[PATCH] Stop doing the (very expensive) pow() calculation pointlessly

Dirk Hohndel dirk at hohndel.org
Sun Jan 19 14:17:39 UTC 2014


On Jan 19, 2014, at 2:06 PM, Linus Torvalds <torvalds at linux-foundation.org> wrote:

> On Sun, Jan 19, 2014 at 1:51 PM, Dirk Hohndel <dirk at hohndel.org> wrote:
>> 
>> And it turns out that change has a rather significant impact on the results.
>> 
>> Try it on my dive 222. I see differences of 3 minutes in TTS with and without this patch.
>> 
>> e.g., 15:00 into that dive I get 23 minutes without your patch but 26 minutes TTS with
>> the patch using 60 seconds granularity (this is with GF 30/75 in case you want to reproduce).
> 
> So the difference is that with time_stepsize set to one minute, it
> will assume that you go up the next three meters at most every minute.
> Which is why you get a longer TTS.
> 
> But I actually think that's more correct!

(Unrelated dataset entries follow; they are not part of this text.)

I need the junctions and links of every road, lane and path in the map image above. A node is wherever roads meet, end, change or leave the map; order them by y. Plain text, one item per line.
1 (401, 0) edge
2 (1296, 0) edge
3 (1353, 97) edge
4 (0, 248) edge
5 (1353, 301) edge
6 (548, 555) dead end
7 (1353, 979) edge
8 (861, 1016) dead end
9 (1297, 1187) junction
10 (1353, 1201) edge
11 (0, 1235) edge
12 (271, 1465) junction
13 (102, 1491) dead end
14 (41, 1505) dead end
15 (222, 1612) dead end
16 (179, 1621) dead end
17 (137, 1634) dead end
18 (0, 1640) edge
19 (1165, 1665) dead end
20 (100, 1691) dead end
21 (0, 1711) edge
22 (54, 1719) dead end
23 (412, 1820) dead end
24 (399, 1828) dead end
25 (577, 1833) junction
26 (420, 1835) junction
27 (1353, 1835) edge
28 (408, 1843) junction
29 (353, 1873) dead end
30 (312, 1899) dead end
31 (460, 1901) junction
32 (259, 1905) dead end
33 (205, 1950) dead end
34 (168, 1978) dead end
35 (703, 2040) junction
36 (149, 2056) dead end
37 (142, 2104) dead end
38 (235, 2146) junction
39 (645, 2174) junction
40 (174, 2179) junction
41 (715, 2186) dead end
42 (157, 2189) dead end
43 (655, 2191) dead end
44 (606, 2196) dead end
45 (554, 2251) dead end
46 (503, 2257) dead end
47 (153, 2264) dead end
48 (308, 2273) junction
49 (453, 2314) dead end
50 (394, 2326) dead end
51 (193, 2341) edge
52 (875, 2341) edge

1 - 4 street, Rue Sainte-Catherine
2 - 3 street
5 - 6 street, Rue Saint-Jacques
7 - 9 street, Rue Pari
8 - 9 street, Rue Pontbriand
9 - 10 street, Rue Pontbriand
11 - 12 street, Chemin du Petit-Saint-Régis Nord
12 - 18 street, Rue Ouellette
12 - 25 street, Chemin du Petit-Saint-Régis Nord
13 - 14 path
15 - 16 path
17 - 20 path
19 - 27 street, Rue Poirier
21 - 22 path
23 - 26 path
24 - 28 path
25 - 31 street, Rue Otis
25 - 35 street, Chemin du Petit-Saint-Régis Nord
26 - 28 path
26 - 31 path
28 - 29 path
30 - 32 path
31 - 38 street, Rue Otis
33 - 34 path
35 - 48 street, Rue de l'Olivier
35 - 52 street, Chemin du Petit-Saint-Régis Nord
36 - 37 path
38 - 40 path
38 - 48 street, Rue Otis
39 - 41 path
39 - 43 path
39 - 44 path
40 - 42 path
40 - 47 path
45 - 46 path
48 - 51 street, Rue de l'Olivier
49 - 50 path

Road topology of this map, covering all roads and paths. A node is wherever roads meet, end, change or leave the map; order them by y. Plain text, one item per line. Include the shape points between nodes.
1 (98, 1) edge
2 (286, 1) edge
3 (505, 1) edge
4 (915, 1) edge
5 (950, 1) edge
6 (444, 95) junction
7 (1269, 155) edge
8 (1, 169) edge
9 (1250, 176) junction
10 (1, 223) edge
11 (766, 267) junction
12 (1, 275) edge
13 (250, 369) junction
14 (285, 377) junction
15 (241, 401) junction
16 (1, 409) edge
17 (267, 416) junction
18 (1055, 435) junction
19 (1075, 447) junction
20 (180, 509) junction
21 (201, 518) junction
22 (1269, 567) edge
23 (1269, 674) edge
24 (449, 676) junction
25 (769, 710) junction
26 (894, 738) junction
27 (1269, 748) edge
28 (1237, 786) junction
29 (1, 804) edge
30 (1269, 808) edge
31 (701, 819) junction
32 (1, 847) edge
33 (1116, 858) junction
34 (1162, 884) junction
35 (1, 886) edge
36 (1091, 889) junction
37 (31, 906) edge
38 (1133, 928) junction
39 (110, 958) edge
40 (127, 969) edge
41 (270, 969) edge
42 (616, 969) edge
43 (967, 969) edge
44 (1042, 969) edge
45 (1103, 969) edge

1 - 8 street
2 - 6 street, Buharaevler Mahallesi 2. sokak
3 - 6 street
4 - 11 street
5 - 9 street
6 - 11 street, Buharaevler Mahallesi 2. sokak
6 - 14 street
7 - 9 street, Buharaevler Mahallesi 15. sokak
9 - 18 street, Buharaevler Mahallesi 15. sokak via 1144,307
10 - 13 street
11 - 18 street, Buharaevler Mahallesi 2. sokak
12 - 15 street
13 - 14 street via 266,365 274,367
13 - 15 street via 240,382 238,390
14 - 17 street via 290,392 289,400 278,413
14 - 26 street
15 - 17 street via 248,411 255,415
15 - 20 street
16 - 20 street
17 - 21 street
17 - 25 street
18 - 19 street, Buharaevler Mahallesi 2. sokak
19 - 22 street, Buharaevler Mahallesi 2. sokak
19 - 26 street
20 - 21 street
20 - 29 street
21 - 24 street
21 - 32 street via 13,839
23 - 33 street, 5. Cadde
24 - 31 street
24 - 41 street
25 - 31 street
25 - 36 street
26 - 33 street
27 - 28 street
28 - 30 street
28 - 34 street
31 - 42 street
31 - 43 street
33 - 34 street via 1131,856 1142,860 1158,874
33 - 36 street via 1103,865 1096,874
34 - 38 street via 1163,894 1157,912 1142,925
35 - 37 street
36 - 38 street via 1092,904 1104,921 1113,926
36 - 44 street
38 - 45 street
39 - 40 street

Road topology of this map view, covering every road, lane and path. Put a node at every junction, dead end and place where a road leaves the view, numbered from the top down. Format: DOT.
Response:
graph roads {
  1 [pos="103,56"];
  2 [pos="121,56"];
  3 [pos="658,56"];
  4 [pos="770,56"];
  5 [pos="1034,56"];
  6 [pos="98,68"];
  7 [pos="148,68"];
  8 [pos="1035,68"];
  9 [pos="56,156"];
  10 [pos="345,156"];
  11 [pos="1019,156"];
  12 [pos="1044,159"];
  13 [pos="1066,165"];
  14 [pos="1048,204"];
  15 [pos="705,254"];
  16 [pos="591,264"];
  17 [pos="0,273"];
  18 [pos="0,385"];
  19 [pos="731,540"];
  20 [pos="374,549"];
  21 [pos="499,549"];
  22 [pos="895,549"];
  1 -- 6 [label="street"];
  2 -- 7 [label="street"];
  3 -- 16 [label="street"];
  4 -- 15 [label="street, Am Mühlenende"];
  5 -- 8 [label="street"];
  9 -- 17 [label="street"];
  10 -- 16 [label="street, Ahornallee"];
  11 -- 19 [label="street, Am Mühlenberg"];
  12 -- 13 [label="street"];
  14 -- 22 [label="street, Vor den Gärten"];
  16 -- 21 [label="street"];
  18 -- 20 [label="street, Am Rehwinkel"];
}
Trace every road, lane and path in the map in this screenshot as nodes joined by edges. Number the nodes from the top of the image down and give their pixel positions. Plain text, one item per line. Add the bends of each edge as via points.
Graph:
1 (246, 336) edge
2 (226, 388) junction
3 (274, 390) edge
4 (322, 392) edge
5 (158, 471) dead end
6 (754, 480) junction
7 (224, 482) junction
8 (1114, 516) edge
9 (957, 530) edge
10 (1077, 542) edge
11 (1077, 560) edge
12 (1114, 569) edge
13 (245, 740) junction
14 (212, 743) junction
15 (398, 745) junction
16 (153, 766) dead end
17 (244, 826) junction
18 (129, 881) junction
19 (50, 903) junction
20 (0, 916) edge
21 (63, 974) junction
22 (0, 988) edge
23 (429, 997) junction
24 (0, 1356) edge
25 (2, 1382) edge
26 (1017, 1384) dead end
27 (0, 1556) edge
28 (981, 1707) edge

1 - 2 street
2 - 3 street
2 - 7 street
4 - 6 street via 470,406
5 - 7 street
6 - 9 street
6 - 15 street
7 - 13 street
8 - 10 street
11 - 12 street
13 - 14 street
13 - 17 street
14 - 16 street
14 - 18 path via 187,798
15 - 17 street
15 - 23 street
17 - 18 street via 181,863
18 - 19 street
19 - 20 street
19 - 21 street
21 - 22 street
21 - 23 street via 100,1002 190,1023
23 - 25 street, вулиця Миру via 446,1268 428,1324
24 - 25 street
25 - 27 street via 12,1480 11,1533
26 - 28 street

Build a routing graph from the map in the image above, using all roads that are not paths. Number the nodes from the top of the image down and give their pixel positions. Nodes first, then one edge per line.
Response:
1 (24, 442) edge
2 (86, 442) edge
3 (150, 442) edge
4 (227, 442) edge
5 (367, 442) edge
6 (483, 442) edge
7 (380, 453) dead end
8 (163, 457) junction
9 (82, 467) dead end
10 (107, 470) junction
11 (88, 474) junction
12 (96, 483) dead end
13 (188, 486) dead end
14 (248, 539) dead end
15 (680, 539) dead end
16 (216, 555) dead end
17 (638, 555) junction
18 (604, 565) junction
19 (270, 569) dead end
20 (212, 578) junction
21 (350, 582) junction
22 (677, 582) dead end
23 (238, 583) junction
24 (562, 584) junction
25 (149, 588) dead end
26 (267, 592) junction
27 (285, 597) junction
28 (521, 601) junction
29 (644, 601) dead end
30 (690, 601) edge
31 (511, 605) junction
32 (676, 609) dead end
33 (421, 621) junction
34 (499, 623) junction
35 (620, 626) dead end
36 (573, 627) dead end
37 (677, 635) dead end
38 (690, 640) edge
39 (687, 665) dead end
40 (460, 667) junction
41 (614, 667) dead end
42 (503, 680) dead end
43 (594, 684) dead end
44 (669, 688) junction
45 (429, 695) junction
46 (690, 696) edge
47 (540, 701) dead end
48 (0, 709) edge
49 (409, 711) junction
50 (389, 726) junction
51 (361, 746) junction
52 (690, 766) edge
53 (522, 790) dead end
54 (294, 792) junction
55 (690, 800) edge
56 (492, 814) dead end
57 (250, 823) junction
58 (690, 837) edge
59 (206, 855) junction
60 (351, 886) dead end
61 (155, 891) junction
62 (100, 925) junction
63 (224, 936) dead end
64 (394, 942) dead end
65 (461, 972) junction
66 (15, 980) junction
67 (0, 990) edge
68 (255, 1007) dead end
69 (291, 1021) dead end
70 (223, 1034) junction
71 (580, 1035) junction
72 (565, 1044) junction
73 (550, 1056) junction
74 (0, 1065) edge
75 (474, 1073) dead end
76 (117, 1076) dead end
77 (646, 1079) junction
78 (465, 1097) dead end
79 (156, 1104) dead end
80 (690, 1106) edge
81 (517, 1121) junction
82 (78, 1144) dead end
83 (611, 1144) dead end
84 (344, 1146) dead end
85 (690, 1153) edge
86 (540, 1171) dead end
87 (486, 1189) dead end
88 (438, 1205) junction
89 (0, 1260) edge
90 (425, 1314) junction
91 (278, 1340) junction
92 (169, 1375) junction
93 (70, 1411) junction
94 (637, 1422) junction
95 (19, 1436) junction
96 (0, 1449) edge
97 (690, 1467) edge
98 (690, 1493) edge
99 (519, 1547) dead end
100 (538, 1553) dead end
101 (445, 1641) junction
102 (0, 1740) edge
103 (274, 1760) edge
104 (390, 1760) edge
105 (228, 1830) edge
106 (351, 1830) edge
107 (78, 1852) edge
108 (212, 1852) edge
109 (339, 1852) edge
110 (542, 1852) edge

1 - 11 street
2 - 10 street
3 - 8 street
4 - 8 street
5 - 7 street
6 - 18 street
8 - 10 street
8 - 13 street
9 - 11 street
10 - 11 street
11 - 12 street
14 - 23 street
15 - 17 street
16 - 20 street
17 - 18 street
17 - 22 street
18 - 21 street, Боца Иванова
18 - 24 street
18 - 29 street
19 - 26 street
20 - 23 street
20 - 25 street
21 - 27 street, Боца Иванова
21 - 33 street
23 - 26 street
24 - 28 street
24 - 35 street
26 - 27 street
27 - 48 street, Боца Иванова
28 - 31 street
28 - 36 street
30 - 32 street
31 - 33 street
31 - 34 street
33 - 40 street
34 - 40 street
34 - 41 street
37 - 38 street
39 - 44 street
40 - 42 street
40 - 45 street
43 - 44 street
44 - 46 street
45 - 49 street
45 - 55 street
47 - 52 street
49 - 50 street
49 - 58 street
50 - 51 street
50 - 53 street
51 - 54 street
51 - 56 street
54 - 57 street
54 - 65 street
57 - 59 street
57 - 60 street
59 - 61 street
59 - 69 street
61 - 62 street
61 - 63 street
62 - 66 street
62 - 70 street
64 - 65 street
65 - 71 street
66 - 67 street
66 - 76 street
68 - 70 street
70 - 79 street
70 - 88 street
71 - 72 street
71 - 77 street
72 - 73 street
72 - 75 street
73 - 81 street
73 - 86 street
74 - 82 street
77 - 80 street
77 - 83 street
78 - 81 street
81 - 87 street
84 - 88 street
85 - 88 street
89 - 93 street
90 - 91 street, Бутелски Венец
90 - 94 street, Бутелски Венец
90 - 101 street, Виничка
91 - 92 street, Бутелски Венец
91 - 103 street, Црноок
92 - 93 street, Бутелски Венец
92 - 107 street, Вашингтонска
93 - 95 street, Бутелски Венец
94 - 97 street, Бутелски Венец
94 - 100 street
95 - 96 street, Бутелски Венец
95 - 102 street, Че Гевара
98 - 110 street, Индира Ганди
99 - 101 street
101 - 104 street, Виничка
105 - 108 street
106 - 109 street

Without that, your TTS is
> calculated as "you can go up 3 meters every ten seconds". Which is
> borderline fine, but is that really a good assumption? That's
> 18m/minute. Not a safe ascent rate.
> 
> (yeah, yeah, 18m/min is borderline. It's what people used to use. But
> it's not considered good practice any more).
> 
> So I'd argue that the 26-minute TTS is because with the change, we're
> being *better* at calculating TTS.
> 
> That said, the truth is probably somewhere in between. the "go up at
> most three meters a minute" is a rather slow ascent rate, I agree.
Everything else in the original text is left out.